В тот августовский день тоже была среда и все шло как обычно, так же, как в любую другую среду.
Было жарко, и я выпил рюмку прежде, чем войти в зал. Когда свет погас, я не удивился, что перед основной картиной пустили какой-то короткометражный фильм, потому что на уличной афише была написано, что будет удлиненная программа, вот только мне стало не по себе, когда я увидел, что это документальный фильм о гражданской войне; все это я пережил сам, и когда снова увидел сцены смерти, иные из которых были мне так знакомы, во мне проснулось странное чувство, что-то вроде вины пополам со стыдом из-за того, что мне приходится вспоминать те тяжелые времена, когда я настроился смотреть на голых женщин. Я знал, что бар в вестибюле кинотеатра был открыт и решил выпить чего-нибудь еще до начала фильма.
Я уже начал подниматься с места, но вдруг застыл как вкопанный: в этот момент на экране появилось изображение, которое пригвоздило меня к месту, кровь у меня в жилах застыла, в голове зашумело. Показывали человека в белом костюме, который выступал на сцене какого-то театра и говорил на камеру под аплодисменты публики. Я попытался напрячь слух, но шум в голове не прекращался и перекрывал звук, так что я не слышал голоса за кадром, не слышал того, что говорили о человеке в белом костюме, которого я узнал – не было никакого сомнения – это был тот, кого я спас от смертельных ран, кого я нашел на заброшенной дороге в начале войны, и чей облик снова ожил передо мной на экране.
Благодаря моим усилиям, шум в голове, выиграв первую битву, постепенно отступил, когда документальная лента закончилась; в зале зажегся свет, и зазвучала музыкальная пауза, которую всегда дают в антракте. Прежде всего, мне потребовалось восстановить дыхание; с первых минут появления этого человека на экране я совершенно бессознательно стал хватать ртом воздух, мне вдруг показалось, что я сейчас задохнусь, что я словно громом поражен и что чувства мои парализованы.
Началась основная картина, но мне было не до нее – я был захвачен образом, вернувшимся ко мне из забытого уголка сознания: сверток со взрывчаткой на краю стола, готовый вот-вот упасть, нарушив равновесие, которое становилось все более зыбким по мере того, как я смотрел тот документальный фильм и на экране появлялись новые кадры; равновесие, которое дошло до критической точки, и теперь, когда на экране замелькали образы той себя, что же с ним произошло.
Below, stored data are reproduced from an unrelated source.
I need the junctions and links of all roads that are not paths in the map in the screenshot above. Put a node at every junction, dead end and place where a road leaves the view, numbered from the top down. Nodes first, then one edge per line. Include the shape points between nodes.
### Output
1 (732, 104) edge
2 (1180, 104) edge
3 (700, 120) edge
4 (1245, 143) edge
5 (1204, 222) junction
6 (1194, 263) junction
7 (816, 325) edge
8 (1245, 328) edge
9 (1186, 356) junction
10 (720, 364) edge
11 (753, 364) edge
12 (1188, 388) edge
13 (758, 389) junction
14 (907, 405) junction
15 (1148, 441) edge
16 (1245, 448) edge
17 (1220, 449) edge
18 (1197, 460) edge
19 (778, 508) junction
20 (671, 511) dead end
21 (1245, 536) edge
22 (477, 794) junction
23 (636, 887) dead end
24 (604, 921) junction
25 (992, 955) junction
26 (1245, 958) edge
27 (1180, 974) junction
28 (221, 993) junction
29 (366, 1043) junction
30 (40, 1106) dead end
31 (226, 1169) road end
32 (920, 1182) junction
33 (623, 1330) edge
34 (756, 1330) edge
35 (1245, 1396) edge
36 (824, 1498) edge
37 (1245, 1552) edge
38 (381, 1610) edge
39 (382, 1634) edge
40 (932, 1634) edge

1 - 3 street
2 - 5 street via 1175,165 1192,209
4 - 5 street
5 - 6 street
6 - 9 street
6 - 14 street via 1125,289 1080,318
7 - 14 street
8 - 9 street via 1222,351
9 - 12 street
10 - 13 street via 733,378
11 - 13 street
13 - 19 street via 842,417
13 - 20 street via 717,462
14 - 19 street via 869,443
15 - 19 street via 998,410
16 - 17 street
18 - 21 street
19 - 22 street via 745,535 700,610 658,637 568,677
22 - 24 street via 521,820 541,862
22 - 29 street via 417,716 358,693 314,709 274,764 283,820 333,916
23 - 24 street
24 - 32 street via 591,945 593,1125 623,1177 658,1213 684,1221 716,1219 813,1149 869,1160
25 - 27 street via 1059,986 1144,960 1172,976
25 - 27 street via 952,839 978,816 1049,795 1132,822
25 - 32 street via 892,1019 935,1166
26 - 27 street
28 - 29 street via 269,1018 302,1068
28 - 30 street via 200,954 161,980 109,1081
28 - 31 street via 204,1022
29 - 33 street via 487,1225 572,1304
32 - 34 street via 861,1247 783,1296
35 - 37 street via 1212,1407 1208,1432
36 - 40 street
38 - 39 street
Я был уверен, что после того, как память вернулась к нему, он захочет уйти из жизни; я бы на его месте пустил себе пулю в лоб. Но речь шла не обо мне, а о другом человеке. Что, если он не умер? На протяжении многих лет личность этого человека была для меня тайной за семью печатями, и не было ни малейшего следа, по которому я мог бы проследить его путь. Нежданная случайность, которая произошла в кинотеатре, теперь давала мне этот след. Теперь я знал его имя и еще я знал, что про знаменитых людей написано в книгах и энциклопедиях.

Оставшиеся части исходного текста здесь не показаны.